Moonchild shines through her celestial songs

Moonchild Picture: Supplied
Moonchild Picture: Supplied

Musician, fashion designer and mother of three Moonchild Sanelly is busy taking the South African music industry by storm with her undeniably unique sound.

Real name Sanelisiwe Twisha, Moonchild was born in Port Elizabeth and raised between New Brighton, KwaMagxaki and KwaDwesi, where she grew up listening to music with the hope of one day starting her own girl group.

The former Woolhope Secondary School matriculant has travelled the world, performing at South by South West (SXSW) in the United States and Primavera Pro in Spain last year.

With an eccentric dress sense and a strong sense of self, Moonchild Sanelly chats to Weekend Post about her musical journey.

How did you come up with Moonchild?

My mom was umntu wesingxobo, so she would see things before they happen. The moon and a healer have one word in Xhosa, which is inyanga (moon). I’m the child of a celestially gifted woman.

Growing up, what did you think you were going to become?

In the spotlight or a social worker, and now I’m basically both. I’m a social entertainer … (chuckles).

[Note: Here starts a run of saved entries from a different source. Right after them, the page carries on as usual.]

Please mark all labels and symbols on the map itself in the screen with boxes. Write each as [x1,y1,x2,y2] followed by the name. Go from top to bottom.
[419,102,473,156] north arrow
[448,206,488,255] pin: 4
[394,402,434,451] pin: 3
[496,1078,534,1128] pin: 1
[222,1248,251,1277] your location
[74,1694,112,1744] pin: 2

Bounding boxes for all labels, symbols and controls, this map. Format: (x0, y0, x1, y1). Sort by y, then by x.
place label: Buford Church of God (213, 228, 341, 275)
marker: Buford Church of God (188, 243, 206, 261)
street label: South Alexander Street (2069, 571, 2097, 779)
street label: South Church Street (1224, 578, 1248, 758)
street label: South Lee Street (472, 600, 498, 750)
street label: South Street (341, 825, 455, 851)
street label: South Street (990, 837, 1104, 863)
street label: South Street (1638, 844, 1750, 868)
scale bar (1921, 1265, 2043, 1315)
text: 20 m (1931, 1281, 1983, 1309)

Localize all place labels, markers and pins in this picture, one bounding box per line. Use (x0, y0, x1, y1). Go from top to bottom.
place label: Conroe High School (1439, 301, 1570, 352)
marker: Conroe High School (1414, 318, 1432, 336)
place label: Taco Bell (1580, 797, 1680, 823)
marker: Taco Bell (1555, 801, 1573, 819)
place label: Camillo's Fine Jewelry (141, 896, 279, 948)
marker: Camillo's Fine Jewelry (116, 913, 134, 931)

I grew up listening to music at home and even started a girl group. My mom organised gigs for me at her work place.

What’s the first song you remember jamming to and where were you?

Spice Girls’ If You Wanna Be My Lover. I remember being drawn to the those “I wanna I wanna I wanna I wanna zigi zig ahhhhh” lyrics.

What came first to you, the style or music?

Music and fashion have always been in my life so I’m not really sure.

How did you come up with your sound and how would you describe it?

I call my sound Future Ghetto Funk. It stems from my strong kwaito, jazz and hip-hop background. I just wanted to have fun with music and not do the safe sounds. I wanted to put my animated headspace to life and I started playing. Happy to say I’m still having fun.

Who are some of your musical or style influences?

It’s crazy how I don’t follow mainstream names and I feel like a superhero, yet playful and informative. I love combining sensuality with play – a sort of sexy doll. Musically, I love Thandiswa Mazwai, Paloma Faith, Santi Gold, Mia, Beyonce, Letta Mbulu and Caiphus Semenya.

Your style has been described as raunchy. How would you respond to that?

I own my sensuality, I’m unapologetic and I make sense. It’s understandable for people to find their own descriptions after I shock them. Boom Shaka, TKZee went through their own initiation before they changed the country. I believe it’s part of a greatness to come and I shockingly own my body!

What are some of the projects you’re working on?

There’s been a lot of work happening. I have a single dropping soon with LOCNVL, I’m shooting a video with a Japanese band I’ve just collaborated with called #Weird. I’m also featured in The Kiffness’s album.

Recently someone said to me that being an artist in PE is probably the worst thing that could happen to that artist. What do you think?

I think that is not entirely true. I believe being an artist from PE can be your edge but unfortunately not in your city. I grew up in a hip-hop producing studio from when I was in school. I saw talented people come and go, get excited and give up and now I go home and see them having settled for day jobs and sounding hopeless. My upbringing added to my uniqueness.

How often are you back in the Windy City?

Funny enough I’ve never performed at home, but I do come visit maybe twice a year.

How do you balance being a mother of three and being constantly on the road travelling?

I’ve got the most amazing support, my auntie MamaSpeyks is the most amazing mother in the world and I am forever grateful to her. My children’s grandmothers are heaven-sent and I am fortunate to have such support.

Any performances lined up for PE in the near future?

Nothing I know of as yet. It would be dope to come back and perform there. Let’s see what happens!